The aim of the organisation is to identify "infectious pathogens in Australian patients with various types of chronic diseases," called PAN for "All" and DIS for "diseases", with a focus on tick-borne diseases.

=== Motor Neurone Disease BioBank ===
In 2012, Guillemin, with his colleague Dominic Rowe, co-created the first motor neuron disease biobank in Australia.

The Motor Neurone Disease (MND) Biobank houses samples that are then available to for use in research projects. One such project was conducted by Guillemin and his team around the analysis of the blood plasma of Amyotrophic lateral sclerosis patients to find ways to improve diagnosis.

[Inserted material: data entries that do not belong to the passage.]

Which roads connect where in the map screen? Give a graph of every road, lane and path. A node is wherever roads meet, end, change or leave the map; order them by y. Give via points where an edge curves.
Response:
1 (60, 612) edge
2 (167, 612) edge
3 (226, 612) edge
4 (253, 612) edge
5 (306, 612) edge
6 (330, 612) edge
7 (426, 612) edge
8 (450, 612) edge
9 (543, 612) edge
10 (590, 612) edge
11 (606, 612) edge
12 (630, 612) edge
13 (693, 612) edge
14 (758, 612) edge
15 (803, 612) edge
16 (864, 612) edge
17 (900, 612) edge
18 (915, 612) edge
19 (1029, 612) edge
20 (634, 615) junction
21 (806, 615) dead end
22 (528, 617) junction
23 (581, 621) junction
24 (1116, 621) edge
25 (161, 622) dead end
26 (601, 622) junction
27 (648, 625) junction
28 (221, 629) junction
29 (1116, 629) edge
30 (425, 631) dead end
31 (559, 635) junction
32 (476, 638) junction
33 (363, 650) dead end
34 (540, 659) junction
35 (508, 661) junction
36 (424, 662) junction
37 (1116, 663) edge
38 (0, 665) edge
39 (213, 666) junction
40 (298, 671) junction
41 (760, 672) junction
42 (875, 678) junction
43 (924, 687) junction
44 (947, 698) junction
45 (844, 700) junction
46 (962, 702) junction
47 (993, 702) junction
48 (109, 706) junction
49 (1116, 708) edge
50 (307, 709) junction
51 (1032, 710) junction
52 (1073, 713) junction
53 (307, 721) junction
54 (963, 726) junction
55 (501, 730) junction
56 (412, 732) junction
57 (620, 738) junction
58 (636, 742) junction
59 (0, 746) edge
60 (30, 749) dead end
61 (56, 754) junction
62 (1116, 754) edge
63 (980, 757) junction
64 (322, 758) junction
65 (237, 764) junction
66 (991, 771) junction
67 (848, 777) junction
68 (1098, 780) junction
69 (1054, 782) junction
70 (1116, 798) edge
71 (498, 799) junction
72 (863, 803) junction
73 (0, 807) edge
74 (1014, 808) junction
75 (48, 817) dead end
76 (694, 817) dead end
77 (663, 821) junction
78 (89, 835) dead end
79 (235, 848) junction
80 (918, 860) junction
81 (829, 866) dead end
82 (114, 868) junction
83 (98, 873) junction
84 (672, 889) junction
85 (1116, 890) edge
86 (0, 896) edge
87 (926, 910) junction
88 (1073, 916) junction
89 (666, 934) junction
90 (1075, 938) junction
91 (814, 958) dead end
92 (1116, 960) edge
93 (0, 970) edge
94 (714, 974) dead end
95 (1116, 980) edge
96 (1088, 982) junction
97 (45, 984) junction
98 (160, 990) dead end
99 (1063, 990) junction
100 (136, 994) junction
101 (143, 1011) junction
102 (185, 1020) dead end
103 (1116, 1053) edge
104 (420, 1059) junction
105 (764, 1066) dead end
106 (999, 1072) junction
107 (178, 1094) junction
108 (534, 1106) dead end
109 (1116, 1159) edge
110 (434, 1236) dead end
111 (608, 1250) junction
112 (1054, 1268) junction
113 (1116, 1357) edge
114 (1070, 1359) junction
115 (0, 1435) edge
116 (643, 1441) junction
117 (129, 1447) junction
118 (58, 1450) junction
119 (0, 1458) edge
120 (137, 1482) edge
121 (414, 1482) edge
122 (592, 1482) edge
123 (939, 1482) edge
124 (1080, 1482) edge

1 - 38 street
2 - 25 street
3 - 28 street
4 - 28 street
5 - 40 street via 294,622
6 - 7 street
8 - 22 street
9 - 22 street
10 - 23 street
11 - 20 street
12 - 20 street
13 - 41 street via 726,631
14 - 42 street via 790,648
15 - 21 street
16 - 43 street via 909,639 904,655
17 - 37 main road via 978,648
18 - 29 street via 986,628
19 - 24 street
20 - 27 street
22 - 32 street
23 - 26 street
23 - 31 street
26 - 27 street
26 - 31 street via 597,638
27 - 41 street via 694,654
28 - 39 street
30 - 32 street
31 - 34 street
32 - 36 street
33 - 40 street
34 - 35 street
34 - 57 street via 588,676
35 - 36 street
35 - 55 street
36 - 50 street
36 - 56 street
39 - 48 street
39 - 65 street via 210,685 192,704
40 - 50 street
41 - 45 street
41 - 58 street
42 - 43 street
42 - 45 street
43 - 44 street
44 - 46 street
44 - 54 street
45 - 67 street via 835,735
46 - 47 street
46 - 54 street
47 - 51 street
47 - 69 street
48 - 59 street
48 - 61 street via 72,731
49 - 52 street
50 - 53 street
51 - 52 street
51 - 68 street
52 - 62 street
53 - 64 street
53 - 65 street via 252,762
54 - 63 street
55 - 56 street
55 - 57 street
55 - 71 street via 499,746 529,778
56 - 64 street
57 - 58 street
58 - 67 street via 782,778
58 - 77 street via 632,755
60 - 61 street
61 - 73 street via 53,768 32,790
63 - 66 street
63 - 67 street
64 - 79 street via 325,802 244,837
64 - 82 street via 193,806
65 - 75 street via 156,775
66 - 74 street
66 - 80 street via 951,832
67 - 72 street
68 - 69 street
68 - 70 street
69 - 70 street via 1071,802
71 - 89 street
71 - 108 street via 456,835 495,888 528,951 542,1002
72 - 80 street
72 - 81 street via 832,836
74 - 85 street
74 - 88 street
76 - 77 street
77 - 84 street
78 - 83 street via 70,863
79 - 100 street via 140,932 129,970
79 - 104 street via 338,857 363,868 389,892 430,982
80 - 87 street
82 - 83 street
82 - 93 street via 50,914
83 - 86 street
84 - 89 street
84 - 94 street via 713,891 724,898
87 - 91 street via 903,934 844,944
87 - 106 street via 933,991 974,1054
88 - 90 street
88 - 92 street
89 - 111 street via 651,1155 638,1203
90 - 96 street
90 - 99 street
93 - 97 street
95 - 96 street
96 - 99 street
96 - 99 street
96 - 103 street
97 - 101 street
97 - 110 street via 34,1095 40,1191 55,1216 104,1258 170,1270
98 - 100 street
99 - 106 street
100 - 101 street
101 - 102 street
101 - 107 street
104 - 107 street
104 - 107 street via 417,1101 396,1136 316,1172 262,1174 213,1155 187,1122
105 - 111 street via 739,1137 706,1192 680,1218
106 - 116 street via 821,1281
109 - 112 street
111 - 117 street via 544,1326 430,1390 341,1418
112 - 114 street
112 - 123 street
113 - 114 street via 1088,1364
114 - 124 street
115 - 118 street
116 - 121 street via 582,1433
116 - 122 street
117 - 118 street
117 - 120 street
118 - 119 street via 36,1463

=== Community engagement ===
Guillemin was involved in "STEM Professionals in Schools" a CSIRO Education program where he shares his experience as a scientist to primary and secondary school students, from 2009 to 2017.

== Sports ==
Guillemin was a member of the Australian Men's Handball Team from 2003 to 2005. He coached at state, national, and World Championship levels, and he served as a Technical Official at the 2000 Olympic Games in Sydney.

== Selected publications ==
As of 2021, Guillemin had over 230 peer-reviewed articles in professional journals. The most cited of these are:

- Opitz, Christiane A. (2011). "An endogenous tumour-promoting ligand of the human aryl hydrocarbon receptor"
- Guillemin, Gilles J. (2003). "Microglia, macrophages, perivascular macrophages, and pericytes: a review of function and identification"

== Professional memberships ==
- 2012–2016: Elected President of the International Neurotoxicity Society (NTS)
- 2014–2020: Elected President of the International Society of Tryptophan research (ISTRY)
- 2014- : Chairman, Scientific Advisory Board, Metabrain Research (France)
- Member, Australian-French Association for Research and Innovation

== Awards and honours ==
- 2010: John and Eileen Haddin Award for outstanding research in geriatrics, awarded by the Rebecca Cooper Foundation.
- 2017: Awarded Trish MS Research Awards by the Trish Multiple Sclerosis Research Foundation.
- 2019, November: Awarded "Chevalier de l'Ordre du Mérite (Knight of the Order of Merit) " by the French government in recognition of his work in medical research
- 2020, March: Awarded a Fellowship of The Royal Society of New South Wales.
- 2021, June: Awarded a Member of the Order of Australia "for significant service to science education, to Motor Neurone Disease research, and to sport".